The stock is now trading at $12.50/share, but given that 61.8% of the outstanding shares are owned by Asta Funding insiders this proposal has a very low chance of becoming reality. However, with a 8.8% stake RBF Capital owns a decent bit of the float and getting a majority of the minority to approve the proposed transaction might become difficult. 8.8% of the shares is just 23% of the float, but there are always a bunch of people that just don’t vote (and effectively vote against the deal) and there might be more than a few holders sympathetic to RBF Capital’s argument that the going private price is a lowball offer.
But it is far from certain that RBF Capital’s efforts will lead to a significantly improved offer from Asta Funding insiders.

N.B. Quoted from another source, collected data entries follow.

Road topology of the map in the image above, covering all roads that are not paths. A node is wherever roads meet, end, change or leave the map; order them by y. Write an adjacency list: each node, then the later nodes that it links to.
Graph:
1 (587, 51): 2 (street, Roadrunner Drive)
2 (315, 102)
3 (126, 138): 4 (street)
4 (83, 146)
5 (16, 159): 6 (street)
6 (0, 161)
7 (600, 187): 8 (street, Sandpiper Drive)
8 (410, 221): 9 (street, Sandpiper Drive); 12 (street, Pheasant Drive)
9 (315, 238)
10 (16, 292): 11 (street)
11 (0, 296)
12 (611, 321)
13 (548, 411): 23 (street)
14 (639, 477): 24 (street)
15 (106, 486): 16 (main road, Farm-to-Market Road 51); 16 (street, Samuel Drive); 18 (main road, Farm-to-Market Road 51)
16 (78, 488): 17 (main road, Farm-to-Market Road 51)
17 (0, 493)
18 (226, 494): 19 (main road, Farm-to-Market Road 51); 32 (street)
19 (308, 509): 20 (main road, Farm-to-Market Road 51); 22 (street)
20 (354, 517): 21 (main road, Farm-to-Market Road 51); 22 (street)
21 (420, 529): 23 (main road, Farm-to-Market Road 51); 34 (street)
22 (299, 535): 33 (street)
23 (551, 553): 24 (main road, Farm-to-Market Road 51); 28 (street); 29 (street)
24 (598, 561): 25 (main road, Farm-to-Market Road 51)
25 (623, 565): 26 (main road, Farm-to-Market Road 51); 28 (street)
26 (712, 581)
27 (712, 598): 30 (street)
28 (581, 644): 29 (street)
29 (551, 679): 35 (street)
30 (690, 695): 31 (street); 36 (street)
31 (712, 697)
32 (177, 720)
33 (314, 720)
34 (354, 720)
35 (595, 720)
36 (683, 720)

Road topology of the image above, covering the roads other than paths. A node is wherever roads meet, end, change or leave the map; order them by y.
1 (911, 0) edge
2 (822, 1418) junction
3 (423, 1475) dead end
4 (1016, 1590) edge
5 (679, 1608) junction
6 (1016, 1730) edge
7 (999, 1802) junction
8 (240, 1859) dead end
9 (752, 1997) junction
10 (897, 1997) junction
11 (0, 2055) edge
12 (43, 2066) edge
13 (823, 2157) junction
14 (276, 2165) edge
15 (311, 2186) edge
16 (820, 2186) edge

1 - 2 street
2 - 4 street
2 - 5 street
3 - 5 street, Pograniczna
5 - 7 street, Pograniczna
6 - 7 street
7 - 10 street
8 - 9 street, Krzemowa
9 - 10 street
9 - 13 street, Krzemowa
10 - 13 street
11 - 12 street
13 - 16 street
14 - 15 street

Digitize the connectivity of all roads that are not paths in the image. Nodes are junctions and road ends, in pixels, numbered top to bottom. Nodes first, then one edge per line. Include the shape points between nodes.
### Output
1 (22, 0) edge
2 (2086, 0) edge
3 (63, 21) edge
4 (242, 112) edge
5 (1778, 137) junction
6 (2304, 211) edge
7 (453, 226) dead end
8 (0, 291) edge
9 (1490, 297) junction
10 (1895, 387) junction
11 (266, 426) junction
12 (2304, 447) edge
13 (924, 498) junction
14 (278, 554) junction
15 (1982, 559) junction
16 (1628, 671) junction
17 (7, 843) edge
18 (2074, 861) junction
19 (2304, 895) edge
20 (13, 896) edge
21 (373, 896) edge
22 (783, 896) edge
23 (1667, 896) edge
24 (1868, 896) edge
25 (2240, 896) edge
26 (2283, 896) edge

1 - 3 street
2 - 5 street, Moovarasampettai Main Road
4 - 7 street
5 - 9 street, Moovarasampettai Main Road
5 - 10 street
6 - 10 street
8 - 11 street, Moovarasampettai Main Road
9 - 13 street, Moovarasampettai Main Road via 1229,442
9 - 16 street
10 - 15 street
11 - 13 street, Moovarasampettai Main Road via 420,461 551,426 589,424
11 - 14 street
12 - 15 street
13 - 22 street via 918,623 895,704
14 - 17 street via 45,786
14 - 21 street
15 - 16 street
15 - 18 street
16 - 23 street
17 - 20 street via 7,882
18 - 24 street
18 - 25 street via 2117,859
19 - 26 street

There are many alternative scenarios possible. Insiders could simply abandoning the going private proposal and go back to business as usual. Alternatively RBF Capital could just be posturing for an eventual appraisal case that would offer no free ride for other minority investors. And of course it’s totally possible that a lot is said and done and in the end the original proposal goes through. When the stock was trading close to the buy-out price of $11.47 I was happy to hold on to see how things would play out, but at the current prices I think the market is pretty optimistic so I decided to exit.
Author has no position in Asta Funding anymore
The first company I wrote about on this blog in 2011 was Asta Funding (NASDAQ:ASFI). Looking back, an ambitious start since it was certainly not a stock that was easy to analyze. I sold it in 2014 for a marginal profit, but Asta Funding always stayed on my radar. Last year it looked like the story would finally finish when the CEO of the company submitted a non-binding proposal to take the company private at $10.75/share. With insiders already owning a majority of the outstanding shares and the company having a book value of $13.71/share (of which a large part consists of cash, US treasury bills and equity securities) it was a deal that made sense and until recently the stock traded at a tight spread to the proposed offer.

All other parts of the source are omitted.